I was hoping to get some riding impressions as well.


----------



## 2ndGen (Oct 10, 2008)

[email protected] said:


> I ride a 2010 5 and my buddy rides a 6. The 5 is not as stiff as the 6. The 6 has a bigger bb. Does it make a differance? Not sure. I do know that when I ride his 6 on rough roads not smooth I feel the road more in the bars. I believe thats do the the larger down tube. I bought my 5 thinking the 2011 5's with have the larger down tube. I think the down tube on the 5 should stay the same and maybe inlarge the bb and internal cables on the down tube. I feel to match the 5 with the 6 and only give them differant carbon cuts down on choice's. I put carbon bars on my bike for ride not weight.I love the ride of my 5. When I need to win a race by secounds I will get a 6. I just love to ride to ride.My bike is posted in How long does it take. Just my thought.


Thanks TV.


----------



## ghost6 (Sep 4, 2009)

2ndGen said:


> Thanks for that Ghost.
> 
> I was hoping to get some riding impressions as well.

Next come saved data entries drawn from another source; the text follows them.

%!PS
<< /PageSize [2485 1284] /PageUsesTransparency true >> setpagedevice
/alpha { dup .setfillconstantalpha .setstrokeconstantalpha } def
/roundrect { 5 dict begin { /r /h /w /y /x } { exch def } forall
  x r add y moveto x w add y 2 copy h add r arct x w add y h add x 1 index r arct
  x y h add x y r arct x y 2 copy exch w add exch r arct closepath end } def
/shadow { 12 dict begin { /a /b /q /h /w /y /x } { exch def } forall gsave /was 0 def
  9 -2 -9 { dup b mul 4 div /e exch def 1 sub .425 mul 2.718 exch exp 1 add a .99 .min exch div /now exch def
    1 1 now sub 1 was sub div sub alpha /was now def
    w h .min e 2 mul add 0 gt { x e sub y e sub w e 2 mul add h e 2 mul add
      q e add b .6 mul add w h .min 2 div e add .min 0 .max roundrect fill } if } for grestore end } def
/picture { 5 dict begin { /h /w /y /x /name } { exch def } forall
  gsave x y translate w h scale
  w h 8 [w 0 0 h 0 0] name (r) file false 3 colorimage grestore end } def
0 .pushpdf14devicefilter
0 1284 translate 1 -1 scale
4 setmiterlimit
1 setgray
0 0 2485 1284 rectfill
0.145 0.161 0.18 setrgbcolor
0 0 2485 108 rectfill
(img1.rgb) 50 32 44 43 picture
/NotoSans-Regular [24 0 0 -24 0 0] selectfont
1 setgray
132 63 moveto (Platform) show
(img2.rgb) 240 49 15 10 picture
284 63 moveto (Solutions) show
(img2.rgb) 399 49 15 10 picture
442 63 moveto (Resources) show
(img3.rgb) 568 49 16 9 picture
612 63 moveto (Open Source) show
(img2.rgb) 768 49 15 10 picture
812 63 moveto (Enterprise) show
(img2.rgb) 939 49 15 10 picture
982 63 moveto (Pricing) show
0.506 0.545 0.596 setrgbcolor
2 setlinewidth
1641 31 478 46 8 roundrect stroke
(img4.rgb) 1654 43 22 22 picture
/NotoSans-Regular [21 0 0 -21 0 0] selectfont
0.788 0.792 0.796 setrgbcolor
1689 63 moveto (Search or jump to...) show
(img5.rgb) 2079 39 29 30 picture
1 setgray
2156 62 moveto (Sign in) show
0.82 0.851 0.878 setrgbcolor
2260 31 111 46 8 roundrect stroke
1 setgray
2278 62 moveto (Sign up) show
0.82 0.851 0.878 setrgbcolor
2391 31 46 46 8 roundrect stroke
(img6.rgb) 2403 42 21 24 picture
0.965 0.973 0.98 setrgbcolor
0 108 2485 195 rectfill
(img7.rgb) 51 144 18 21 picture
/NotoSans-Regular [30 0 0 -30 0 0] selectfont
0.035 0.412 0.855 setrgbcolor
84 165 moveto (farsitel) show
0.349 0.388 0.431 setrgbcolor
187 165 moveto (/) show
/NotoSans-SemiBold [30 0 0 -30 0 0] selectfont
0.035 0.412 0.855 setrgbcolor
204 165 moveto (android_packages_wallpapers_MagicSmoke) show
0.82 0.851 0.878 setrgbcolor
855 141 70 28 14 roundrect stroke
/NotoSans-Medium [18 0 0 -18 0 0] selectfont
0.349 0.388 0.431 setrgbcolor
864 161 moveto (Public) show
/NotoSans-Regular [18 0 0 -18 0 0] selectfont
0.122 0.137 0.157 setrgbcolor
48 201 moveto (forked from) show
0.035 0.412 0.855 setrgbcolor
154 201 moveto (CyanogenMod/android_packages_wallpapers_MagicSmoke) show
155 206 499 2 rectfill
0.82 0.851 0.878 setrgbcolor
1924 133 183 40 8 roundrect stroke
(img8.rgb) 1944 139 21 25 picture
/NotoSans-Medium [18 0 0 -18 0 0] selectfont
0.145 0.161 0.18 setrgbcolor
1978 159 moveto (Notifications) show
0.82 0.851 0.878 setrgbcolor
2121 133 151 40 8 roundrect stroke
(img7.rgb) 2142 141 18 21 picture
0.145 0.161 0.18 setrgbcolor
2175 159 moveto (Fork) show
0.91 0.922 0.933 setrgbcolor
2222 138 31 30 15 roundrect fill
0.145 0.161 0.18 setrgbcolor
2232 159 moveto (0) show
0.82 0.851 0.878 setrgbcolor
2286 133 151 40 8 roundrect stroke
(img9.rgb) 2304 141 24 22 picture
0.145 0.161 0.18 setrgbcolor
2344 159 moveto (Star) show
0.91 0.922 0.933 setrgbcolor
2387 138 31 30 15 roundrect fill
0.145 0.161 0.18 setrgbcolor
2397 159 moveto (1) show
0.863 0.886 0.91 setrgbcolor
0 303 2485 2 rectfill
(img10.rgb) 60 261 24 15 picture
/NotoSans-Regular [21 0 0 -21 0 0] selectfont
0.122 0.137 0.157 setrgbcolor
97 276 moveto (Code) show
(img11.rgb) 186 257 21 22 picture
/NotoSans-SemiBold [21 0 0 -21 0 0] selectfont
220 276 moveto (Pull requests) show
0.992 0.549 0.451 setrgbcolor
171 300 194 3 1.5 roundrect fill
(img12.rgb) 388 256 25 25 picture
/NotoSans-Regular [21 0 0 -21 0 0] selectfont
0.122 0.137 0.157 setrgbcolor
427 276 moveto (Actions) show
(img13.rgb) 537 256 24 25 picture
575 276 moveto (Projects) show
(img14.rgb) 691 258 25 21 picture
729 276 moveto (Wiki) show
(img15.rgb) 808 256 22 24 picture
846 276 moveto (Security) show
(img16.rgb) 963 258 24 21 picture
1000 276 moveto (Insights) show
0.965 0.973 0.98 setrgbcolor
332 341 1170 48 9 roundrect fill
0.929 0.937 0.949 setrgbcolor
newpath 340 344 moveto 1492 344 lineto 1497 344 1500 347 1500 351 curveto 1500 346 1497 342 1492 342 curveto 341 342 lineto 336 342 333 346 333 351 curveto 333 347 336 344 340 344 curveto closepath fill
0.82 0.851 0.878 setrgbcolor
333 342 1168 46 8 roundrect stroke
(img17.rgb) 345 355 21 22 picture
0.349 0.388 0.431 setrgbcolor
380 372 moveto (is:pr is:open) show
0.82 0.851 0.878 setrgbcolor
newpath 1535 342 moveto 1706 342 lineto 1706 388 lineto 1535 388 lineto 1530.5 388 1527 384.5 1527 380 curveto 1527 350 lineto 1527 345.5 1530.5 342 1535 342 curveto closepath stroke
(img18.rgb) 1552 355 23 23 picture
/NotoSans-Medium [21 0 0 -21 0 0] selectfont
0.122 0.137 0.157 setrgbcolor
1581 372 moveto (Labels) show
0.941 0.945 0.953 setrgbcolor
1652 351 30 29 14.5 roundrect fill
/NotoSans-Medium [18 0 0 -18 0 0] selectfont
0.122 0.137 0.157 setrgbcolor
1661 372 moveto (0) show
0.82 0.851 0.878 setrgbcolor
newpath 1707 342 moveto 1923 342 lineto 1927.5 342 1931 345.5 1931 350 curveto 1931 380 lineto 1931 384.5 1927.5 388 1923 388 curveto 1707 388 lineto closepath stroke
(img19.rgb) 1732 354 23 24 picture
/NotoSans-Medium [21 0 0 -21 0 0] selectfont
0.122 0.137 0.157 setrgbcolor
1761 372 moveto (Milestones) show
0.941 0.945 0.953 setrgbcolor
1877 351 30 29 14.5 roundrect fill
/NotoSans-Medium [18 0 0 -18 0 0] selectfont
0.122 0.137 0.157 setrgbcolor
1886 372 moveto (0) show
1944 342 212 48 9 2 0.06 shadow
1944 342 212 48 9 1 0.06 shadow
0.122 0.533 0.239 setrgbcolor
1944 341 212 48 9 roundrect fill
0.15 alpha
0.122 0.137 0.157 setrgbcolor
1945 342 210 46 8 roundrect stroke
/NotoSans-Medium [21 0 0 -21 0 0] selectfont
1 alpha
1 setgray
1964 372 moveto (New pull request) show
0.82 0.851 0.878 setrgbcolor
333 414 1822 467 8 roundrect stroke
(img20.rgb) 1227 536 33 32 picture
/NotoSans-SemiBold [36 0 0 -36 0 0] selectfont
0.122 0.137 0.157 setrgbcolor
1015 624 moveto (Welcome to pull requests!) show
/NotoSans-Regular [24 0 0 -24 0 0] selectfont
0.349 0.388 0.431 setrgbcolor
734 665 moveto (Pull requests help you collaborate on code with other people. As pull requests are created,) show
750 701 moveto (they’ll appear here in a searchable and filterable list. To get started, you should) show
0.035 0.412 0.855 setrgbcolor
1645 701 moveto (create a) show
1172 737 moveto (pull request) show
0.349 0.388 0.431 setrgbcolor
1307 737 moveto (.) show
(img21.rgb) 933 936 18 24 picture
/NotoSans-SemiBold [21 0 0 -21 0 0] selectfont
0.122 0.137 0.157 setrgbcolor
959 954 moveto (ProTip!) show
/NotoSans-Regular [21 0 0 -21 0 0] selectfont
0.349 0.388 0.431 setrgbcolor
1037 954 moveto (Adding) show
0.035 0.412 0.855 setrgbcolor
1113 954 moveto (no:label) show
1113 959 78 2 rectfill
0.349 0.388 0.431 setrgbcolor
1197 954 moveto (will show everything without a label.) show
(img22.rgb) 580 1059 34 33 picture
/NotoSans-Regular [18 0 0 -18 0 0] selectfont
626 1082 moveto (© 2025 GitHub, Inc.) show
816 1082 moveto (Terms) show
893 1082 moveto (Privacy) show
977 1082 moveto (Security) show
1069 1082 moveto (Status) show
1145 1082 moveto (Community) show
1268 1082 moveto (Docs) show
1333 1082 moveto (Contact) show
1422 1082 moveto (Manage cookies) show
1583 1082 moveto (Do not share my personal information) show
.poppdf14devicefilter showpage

You might ask MarvinK for riding impressions. He posts a good bit here and has pics of his new 6. I own a new 5, so....


----------



## wedge962005 (Jan 4, 2010)

I have a 2010 6.5 on order. I'm a big rider, 6'2" 230, so the stiffness of the frame and BB was a deciding factor for me. As mentioned, other differences are a new seat post that is stiffer and doesn't flex, internal cable routing for all cables, higher grade carbon and the OCLV2 process with net molding, braze-on front D, internal flush duo-trap sensors, DI2 integration if you care about that, asymmetric fork with carbon steerer and last but not least it is lighter.

If you aren't big and heavy then the 5 is probably a better choice for most riders due to being more compliant. I think a lot of people are getting the 6 due to the cable management and duo-trap. It looks very slick.


----------



## 2ndGen (Oct 10, 2008)

ghost6 said:


> You might ask MarvinK for riding impressions. He posts a good bit here and has pics of his new 6. I own a new 5, so....


Thanks. :thumbsup:


----------



## 2ndGen (Oct 10, 2008)

wedge962005 said:


> I have a 2010 6.5 on order. I'm a big rider, 6'2" 230, so the stiffness of the frame and BB was a deciding factor for me. As mentioned, other differences are a new seat post that is stiffer and doesn't flex, internal cable routing for all cables, higher grade carbon and the OCLV2 process with net molding, braze-on front D, internal flush duo-trap sensors, DI2 integration if you care about that, asymmetric fork with carbon steerer and last but not least it is lighter.
> 
> If you aren't big and heavy then the 5 is probably a better choice for most riders due to being more compliant. I think a lot of people are getting the 6 due to the cable management and duo-trap. It looks very slick.


Wedge, 

Thank you very very much for that info. 
So, the 6.9 "is" worth the extra coin. 
That's really good to know.


----------



## MarvinK (Feb 12, 2002)

I agree with the others who have posted--if you're big or prefer stiffer bikes, the 6 is worth the extra money. If you want a more compliant ride, stick with the 5.

I'm <150lbs and would pick the 6-series every time, but I have had a history of very stiff bikes. If I was worried about gaining a little more comfort, I'd swap out the tires for 700x25--and keep the feeling of instant acceleration when I stand on the pedals.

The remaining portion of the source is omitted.